_Assignment_: From the records below, transcribe only the lines running from the one with "thumb cmc: (273, 333)" through the one with "thumb mcp: (231, 297)". Keep both of those end lines.

——————

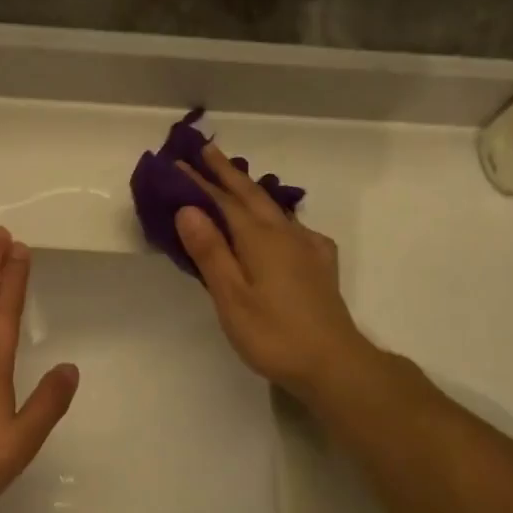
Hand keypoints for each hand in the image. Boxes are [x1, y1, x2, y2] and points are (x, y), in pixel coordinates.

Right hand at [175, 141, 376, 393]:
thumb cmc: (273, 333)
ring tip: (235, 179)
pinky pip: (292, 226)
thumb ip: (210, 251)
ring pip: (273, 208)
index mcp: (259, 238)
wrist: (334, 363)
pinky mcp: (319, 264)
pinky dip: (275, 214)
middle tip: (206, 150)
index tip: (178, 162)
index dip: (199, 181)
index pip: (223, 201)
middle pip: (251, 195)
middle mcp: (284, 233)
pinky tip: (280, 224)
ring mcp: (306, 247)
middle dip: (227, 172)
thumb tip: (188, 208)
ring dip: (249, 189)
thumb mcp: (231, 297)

——————

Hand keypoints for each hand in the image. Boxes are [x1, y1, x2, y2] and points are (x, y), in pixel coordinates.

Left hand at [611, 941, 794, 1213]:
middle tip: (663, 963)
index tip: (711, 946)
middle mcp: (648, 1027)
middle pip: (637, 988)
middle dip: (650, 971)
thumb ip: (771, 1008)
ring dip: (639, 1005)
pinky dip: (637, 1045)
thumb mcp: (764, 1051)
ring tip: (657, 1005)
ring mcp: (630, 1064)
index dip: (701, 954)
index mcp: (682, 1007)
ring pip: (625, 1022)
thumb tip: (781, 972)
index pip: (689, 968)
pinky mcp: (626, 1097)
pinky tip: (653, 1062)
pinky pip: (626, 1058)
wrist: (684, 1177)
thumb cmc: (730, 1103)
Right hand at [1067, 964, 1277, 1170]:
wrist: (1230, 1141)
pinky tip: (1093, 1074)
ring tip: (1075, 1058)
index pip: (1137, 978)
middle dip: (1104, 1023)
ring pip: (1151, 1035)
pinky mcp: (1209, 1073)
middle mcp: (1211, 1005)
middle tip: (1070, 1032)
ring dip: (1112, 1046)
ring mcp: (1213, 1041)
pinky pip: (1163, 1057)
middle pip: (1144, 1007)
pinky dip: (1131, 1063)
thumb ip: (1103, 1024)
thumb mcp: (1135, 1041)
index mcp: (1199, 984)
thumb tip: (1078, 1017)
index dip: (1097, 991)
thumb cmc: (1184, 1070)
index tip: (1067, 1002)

——————

_Finished task_:
thumb cmc: (273, 333)
ring tip: (235, 179)
pinky pip: (292, 226)
thumb ip: (210, 251)
ring pip: (273, 208)
index mcp: (259, 238)
wrist: (334, 363)
pinky mcp: (319, 264)
pinky dip: (275, 214)
middle tip: (206, 150)
index tip: (178, 162)
index dip: (199, 181)
index pip: (223, 201)
middle pip: (251, 195)
middle mcp: (284, 233)
pinky tip: (280, 224)
ring mcp: (306, 247)
middle dip: (227, 172)
thumb tip: (188, 208)
ring dip: (249, 189)
thumb mcp: (231, 297)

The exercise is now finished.